[Saved entries]
== == ==

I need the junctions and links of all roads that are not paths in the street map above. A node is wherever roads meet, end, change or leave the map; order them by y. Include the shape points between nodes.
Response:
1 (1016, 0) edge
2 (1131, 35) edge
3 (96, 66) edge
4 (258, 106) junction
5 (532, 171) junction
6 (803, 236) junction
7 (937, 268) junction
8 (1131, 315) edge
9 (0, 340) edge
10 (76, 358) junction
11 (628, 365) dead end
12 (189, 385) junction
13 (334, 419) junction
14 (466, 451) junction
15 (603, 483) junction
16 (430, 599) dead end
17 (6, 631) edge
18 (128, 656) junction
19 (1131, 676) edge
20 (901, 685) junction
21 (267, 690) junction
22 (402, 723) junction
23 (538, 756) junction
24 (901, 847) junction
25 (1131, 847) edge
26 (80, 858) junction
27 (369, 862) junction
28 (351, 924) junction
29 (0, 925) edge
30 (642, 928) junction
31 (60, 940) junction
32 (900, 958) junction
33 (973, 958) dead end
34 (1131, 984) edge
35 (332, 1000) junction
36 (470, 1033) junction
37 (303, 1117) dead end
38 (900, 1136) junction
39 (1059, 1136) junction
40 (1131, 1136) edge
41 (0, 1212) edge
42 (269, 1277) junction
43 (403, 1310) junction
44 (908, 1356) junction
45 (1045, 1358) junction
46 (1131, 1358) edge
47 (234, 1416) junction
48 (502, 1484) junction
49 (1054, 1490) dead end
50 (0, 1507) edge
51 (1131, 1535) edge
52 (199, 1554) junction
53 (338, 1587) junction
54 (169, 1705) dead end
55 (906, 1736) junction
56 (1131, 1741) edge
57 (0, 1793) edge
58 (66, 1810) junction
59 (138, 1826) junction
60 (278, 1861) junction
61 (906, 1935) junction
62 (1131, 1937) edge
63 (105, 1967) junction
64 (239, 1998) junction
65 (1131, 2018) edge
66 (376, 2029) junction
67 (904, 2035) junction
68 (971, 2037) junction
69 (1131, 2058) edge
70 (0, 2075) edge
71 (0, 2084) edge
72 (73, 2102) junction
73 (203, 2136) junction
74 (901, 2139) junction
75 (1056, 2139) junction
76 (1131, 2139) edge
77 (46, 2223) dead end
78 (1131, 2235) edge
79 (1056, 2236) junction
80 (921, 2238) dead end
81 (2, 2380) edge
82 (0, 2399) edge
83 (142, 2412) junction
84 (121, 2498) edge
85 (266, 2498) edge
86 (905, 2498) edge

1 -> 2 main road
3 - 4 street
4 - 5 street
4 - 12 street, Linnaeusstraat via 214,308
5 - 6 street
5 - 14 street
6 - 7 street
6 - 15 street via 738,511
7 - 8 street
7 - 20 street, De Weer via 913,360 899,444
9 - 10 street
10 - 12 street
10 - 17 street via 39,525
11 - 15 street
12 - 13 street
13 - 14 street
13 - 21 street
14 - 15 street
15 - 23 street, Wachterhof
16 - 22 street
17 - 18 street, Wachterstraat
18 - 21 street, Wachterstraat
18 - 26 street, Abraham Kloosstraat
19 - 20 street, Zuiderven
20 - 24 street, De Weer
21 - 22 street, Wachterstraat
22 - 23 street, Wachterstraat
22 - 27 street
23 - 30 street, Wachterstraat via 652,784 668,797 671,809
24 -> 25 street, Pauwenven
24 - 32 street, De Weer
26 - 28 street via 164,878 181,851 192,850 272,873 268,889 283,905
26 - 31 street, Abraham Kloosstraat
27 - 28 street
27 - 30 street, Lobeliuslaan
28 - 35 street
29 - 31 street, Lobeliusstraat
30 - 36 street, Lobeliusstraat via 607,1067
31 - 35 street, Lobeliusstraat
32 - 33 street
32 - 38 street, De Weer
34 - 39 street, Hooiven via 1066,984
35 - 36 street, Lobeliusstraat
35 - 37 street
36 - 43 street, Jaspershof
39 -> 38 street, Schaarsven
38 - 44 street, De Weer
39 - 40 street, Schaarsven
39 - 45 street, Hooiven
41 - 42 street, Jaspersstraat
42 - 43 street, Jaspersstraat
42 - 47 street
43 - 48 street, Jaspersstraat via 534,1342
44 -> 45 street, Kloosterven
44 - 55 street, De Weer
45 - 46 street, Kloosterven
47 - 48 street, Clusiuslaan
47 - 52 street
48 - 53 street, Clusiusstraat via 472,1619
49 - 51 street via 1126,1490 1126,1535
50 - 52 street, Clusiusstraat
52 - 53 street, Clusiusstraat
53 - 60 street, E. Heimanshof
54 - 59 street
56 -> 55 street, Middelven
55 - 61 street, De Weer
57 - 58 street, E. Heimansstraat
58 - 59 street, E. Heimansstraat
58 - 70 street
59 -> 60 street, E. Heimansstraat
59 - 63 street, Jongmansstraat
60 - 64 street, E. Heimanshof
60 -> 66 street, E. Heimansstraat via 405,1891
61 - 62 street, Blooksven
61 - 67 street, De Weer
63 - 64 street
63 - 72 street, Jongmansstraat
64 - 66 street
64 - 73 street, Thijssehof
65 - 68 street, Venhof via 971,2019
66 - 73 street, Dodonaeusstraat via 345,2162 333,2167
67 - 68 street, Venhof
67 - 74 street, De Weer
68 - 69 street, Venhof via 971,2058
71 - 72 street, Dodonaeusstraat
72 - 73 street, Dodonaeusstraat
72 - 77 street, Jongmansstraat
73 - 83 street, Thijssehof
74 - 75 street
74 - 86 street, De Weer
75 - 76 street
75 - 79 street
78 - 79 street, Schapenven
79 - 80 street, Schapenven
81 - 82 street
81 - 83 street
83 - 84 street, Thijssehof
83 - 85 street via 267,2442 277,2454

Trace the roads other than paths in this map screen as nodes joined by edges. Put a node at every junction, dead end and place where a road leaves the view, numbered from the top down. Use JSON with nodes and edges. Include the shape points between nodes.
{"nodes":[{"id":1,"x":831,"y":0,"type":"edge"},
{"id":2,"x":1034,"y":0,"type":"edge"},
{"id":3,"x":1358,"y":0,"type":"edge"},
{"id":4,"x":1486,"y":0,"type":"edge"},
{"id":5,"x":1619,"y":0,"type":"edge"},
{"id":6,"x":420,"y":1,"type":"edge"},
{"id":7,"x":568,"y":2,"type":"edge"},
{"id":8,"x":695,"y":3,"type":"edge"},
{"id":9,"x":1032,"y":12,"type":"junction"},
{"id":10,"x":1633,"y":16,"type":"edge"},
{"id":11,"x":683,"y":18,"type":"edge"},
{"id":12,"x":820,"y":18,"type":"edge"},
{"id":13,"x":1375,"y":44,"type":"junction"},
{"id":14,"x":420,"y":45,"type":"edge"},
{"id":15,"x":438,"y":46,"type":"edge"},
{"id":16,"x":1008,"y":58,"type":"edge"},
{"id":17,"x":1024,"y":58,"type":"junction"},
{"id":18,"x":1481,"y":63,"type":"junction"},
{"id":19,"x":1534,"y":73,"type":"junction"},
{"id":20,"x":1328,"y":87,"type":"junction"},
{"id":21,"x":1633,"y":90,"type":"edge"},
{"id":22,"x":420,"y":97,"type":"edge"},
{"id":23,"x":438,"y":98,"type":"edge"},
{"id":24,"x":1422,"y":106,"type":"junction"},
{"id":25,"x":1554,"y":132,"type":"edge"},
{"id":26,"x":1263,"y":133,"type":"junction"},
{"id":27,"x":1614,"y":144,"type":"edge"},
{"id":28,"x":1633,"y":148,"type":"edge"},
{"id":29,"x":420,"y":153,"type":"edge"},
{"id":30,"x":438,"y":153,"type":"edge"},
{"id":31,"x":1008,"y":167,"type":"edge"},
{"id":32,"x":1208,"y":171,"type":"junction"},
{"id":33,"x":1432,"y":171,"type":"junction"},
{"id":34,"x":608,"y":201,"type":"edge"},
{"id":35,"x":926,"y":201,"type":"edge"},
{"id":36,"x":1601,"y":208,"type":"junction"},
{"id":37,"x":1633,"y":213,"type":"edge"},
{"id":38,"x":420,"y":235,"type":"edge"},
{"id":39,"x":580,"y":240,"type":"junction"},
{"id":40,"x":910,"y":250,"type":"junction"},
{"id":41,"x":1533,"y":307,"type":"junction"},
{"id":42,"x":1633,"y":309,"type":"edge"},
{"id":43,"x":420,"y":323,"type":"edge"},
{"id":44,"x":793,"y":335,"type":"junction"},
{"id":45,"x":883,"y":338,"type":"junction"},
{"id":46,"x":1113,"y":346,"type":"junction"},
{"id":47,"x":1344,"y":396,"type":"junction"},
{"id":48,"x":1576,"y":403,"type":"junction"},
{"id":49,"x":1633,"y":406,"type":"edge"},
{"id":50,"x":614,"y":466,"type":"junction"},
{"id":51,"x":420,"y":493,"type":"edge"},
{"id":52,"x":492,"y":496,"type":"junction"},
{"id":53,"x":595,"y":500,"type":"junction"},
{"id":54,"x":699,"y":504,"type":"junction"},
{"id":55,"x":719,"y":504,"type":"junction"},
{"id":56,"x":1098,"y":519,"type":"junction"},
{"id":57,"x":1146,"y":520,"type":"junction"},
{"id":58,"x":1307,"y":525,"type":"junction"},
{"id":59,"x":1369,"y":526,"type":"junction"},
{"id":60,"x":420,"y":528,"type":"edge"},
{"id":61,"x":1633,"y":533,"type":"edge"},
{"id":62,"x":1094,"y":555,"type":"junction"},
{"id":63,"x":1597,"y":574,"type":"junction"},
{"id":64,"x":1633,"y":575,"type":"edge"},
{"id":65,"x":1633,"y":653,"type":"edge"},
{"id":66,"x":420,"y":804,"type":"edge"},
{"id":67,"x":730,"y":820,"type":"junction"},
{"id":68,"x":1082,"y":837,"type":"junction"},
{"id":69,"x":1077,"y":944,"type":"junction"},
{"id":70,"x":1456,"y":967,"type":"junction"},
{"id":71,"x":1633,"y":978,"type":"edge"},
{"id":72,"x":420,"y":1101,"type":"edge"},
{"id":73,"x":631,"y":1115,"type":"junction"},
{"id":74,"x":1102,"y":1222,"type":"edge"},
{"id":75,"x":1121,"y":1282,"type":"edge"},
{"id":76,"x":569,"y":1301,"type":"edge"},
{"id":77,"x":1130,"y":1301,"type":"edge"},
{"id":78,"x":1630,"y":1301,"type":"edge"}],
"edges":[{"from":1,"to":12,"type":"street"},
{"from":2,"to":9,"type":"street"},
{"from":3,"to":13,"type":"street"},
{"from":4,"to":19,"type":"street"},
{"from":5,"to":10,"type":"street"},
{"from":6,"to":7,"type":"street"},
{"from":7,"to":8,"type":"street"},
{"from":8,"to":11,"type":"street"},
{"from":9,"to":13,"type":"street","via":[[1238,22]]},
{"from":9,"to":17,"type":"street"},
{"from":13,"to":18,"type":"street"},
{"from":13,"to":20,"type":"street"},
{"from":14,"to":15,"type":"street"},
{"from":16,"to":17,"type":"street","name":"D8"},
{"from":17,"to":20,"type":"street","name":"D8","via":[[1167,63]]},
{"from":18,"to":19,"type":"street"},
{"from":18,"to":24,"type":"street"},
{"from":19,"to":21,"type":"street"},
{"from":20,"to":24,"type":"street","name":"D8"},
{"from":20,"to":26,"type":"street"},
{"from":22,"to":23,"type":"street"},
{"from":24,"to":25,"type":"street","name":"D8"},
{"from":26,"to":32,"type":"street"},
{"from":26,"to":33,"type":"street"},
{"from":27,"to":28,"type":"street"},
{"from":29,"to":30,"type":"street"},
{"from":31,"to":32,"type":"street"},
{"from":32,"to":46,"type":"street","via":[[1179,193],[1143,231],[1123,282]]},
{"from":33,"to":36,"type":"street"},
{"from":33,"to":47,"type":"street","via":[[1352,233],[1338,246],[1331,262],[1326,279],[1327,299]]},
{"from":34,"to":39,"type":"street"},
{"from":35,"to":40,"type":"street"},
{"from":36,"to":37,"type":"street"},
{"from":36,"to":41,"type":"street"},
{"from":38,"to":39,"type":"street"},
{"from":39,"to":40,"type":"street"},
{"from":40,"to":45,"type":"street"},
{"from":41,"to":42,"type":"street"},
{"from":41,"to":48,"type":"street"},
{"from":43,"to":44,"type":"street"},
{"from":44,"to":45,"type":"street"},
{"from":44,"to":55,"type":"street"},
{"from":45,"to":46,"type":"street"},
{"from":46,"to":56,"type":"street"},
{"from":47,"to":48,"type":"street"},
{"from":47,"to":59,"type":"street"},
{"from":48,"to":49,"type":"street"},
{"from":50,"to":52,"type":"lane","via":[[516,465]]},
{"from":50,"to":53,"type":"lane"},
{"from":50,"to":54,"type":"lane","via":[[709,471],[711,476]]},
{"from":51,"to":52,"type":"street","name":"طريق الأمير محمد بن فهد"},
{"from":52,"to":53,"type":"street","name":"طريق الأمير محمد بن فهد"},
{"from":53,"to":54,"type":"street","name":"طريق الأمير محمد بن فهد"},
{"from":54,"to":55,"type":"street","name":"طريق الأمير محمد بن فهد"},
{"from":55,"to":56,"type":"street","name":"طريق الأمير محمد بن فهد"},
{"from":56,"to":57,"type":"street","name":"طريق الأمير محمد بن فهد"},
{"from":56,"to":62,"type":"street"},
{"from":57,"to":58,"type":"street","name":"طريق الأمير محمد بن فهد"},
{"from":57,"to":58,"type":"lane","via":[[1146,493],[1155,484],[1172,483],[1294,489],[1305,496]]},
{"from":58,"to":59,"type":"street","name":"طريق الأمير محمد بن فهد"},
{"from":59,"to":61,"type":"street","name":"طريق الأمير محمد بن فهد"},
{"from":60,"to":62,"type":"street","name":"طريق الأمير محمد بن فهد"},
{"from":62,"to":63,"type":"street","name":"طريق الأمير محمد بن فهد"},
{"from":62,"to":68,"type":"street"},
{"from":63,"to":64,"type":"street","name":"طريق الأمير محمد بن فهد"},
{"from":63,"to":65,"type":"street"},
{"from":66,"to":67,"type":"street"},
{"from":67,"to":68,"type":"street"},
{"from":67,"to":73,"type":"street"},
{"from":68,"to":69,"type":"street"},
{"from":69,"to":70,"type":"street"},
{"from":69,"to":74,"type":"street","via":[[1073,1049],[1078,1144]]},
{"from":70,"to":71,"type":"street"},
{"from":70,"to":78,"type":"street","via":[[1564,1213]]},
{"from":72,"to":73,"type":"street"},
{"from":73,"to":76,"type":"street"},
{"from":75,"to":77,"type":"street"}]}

== == ==

- **Exercise**
Each line of the entries where the string "Schaarsven" occurs should be shown.

- **Output of the task**
39 -> 38 street, Schaarsven
39 - 40 street, Schaarsven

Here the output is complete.